![house on haunted hill (1999) house on haunted hill (1999)](https://m.media-amazon.com/images/M/MV5BM2VlZGMxYWYtYzBmZS00NGNjLTljYWItOTVmNWU5M2IzZWJhXkEyXkFqcGdeQXVyNjQ4ODE4MzQ@._V1_.jpg)
For more on Castle see his memoir Step Right Up! I’m Gonna Scare the Pants Off America or the 2007 documentary, Spine Tingler! The William Castle Story, directed by Jeffrey Schwartz.ġ959’s House on Haunted Hill stars Vincent Price as a wealthy kook offering $10,000 to any party guests who can survive an overnight haunted house party held in his wife’s honor. Castle would go on to direct over fifty features (and produce several dozen more) and is cited as a huge source of inspiration for filmmakers from Hitchcock to Zemeckis.
#House on haunted hill (1999) install#
Most famously, he sent crews to install vibrating motors in theater seats for his 1959 film, The Tingler.
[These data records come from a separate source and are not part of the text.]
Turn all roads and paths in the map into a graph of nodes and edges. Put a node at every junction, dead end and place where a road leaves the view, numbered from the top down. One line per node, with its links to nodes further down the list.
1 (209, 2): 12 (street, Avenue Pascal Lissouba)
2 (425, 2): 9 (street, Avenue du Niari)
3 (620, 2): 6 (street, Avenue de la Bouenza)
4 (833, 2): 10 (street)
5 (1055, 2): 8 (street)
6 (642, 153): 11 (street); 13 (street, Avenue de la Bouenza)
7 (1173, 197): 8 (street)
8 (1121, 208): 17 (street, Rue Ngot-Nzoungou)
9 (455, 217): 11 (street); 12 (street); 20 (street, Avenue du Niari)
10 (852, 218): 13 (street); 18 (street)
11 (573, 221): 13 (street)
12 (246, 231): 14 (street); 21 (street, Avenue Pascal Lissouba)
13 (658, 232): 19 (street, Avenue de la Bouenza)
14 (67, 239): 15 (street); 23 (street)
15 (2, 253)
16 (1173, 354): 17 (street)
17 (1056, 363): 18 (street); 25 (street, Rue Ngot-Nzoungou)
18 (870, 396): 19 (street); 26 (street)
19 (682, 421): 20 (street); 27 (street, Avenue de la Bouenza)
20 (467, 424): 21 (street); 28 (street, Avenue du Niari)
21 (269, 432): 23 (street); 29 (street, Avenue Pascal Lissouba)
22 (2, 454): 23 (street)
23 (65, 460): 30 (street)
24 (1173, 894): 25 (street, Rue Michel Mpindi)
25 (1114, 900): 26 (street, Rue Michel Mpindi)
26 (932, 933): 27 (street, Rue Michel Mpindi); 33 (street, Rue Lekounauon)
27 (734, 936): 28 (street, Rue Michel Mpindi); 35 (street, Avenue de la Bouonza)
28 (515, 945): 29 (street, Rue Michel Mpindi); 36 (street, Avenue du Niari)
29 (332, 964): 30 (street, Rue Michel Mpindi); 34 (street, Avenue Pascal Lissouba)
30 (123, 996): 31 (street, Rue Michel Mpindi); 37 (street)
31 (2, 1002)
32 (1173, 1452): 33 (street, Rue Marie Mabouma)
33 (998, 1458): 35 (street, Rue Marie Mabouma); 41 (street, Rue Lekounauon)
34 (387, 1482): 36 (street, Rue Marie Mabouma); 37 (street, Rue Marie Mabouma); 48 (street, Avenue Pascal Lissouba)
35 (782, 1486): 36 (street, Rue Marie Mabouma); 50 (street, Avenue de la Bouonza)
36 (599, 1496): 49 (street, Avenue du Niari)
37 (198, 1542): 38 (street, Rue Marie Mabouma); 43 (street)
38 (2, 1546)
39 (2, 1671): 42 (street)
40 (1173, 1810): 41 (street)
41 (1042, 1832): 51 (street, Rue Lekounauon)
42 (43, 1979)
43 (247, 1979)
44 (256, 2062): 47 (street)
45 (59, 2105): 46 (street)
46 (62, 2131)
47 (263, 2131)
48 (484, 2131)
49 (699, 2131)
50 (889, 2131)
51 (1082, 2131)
Tickets to his first independently produced feature, Macabre (1958) came with $1000 life insurance policies in case audience members died of fright. As a filmmaker he is known as the master of the gimmick. A few years later, he leased a theater from Orson Welles and painted swastikas all over it to create a buzz around a play he had written in a weekend. Some here will be intimately familiar with William Castle, but for those who aren’t – as a tween, he goaded Bela Lugosi into giving him a manager position with the Dracula stage play. This post will not attempt to expand on these elements but instead, aims to suggest that William Malone’s “remake” of a 1959 William Castle film occupies an important, or at least an interesting place in horror history. I’ve spent considerable oxygen defending this film’s creature effects, its shlocky acting, and its oddly paced, tensionless plot.